You might find gold, or some spells, or even a spanking new sword. Or you might find bugger all. Of course, the other knights are doing exactly the same so you have to keep an eye on what your opponents are up to.
For the really brutal player you can turn on your fellow players. If another player has got something you want, then simply attack them and if you win the ensuing battle then you can pilfer any item from they body. Once a player has lost all his or her lives then you can pillage the grave and take everything. Oh, and watch out for black knights - any knight not controlled by a human player falls under computer control and spends the whole game trying to kill you. Youth of today, I do not know...
On top of all this, you also have to contend with a massive dragon that flies around the map and attacks players at random. The chances of beating the dragon without top of the range armour and a magic sword are alarmingly slim, so it is best to avoid him until you are tooled up enough to beat him.
Now, if all this sounds a bit revolved for a beat 'em-up then you would be right.

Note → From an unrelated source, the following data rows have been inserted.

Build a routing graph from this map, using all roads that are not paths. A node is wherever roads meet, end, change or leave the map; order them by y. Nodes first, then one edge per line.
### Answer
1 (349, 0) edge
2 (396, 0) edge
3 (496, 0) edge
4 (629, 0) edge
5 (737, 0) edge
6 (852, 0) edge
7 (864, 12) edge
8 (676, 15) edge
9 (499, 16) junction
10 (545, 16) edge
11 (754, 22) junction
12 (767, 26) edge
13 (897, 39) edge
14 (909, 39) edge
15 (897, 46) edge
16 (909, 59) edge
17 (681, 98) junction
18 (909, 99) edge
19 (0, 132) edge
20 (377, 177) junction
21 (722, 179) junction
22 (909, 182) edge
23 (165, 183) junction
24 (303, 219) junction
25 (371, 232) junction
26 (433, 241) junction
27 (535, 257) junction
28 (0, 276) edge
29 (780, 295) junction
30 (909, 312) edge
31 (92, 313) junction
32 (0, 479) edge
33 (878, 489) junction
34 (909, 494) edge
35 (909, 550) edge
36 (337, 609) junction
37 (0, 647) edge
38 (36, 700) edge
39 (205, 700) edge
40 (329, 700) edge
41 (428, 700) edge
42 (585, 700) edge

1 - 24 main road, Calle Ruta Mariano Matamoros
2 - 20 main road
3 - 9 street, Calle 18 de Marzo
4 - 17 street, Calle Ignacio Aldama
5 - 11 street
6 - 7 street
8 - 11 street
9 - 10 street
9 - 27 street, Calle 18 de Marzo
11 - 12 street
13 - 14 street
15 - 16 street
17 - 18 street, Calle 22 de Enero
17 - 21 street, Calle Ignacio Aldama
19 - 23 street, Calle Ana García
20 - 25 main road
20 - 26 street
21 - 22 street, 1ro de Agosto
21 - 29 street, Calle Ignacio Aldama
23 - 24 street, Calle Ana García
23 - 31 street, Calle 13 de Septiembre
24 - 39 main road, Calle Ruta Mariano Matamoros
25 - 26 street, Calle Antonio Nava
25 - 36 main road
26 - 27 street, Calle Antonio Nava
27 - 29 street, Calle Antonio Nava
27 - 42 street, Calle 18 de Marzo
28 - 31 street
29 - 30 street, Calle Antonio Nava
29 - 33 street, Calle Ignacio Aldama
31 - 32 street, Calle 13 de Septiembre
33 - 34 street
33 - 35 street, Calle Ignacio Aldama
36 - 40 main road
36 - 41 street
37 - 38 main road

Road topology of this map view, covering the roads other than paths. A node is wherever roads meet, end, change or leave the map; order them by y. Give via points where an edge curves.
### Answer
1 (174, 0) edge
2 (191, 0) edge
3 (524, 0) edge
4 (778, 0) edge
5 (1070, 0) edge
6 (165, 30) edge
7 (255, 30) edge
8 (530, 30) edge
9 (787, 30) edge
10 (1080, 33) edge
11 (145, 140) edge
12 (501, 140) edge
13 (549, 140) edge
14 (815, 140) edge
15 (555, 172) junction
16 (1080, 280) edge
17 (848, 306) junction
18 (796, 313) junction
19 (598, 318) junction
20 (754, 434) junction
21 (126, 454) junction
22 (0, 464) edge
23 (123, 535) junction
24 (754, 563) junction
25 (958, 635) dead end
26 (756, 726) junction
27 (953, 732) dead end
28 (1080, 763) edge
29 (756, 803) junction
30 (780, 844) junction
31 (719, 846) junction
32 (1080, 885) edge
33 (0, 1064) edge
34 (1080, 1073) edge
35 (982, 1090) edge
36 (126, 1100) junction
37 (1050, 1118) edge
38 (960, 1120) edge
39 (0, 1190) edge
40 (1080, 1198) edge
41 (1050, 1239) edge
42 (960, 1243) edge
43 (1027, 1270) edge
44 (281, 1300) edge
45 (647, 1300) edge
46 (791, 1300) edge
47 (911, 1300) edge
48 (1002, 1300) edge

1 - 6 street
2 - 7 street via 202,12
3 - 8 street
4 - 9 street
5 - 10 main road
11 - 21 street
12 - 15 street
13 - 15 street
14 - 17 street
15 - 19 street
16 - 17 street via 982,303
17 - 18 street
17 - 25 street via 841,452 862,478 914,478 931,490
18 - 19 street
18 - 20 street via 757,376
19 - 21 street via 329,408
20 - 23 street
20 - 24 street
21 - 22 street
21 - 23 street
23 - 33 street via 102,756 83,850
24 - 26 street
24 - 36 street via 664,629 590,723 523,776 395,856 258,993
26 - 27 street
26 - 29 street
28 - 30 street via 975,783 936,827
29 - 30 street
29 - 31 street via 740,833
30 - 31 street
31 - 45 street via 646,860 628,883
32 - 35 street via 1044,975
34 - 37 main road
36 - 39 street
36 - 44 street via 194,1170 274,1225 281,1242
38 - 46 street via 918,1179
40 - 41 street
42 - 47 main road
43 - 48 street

There is more than a little bit of strategy required for this game. Not so much that you spend ages working your way up to a fight, but enough so that the endless hack and slash does not become tiresome. A nice balance, if the truth must be told.
I am sorry. I suppose we cannot put this off any longer. We are going to have to discuss the graphics. So with, a glass of water and a handy bucket in case of spontaneous regurgitation let us take a close look at those crimson-spattered sprites. And they really are quite startling. Blood squirts and gushes all over the place, limbs and heads fly off in huge gouts of scarlet fluid; flesh is ripped open and flung all over the screen. It is just like Casualty. It is so gruesome that Mindscape have given the game a voluntary 12 certificate. So all you responsible parents may want to Tippex over the screenshots on this page, just in case your offspring see them and grow up to be serial killers or something.
The detail is excellent, and not just on the gore - which is optional for you wimps. The still screens and opening animation are good too, proving just why the game is one meg only. But, heh heh heh, let us talk about the gore again. This game reminds me of Battle chess in one respect - it is very tempting to get killed just to see what disgusting animations the programmers have come up with. And there is plenty of variety in both monsters and players. They range from a fairly tame decapitation, to an extremely over-the-top bursting at the seams and squirting bodily fluids sky high. As I said, there is an option to turn all this off, but let us be honest, what is the point? It is the gore that makes the game entertaining to watch.
The sound effects are squishy too. Each body-slicing blow is accompanied by what sounds like a large bag of yoghurt being drop kicked into a dustbin full of beach effluent. A sort of "Ker-splutch" noise. Plus various groans, grunts and roars from the massacred beasties. PLUS!!! some sampled chants and things for the spooky Stonehenge animation at the beginning. PLUS!!!!!!!! some fiddly fiddly dee music. So the sound is not bad either.
If you want a beat-'em-up that is meaty, bloody and slightly strategic, then Moonstone is phun with a capital F. It may not be terribly appealing in the long term because it is pretty easy to get all four keys and finish the game, but you will come back now and again just to let off a bit of steam and purge yourself of all those primeval urges. A welcome addition to the genre.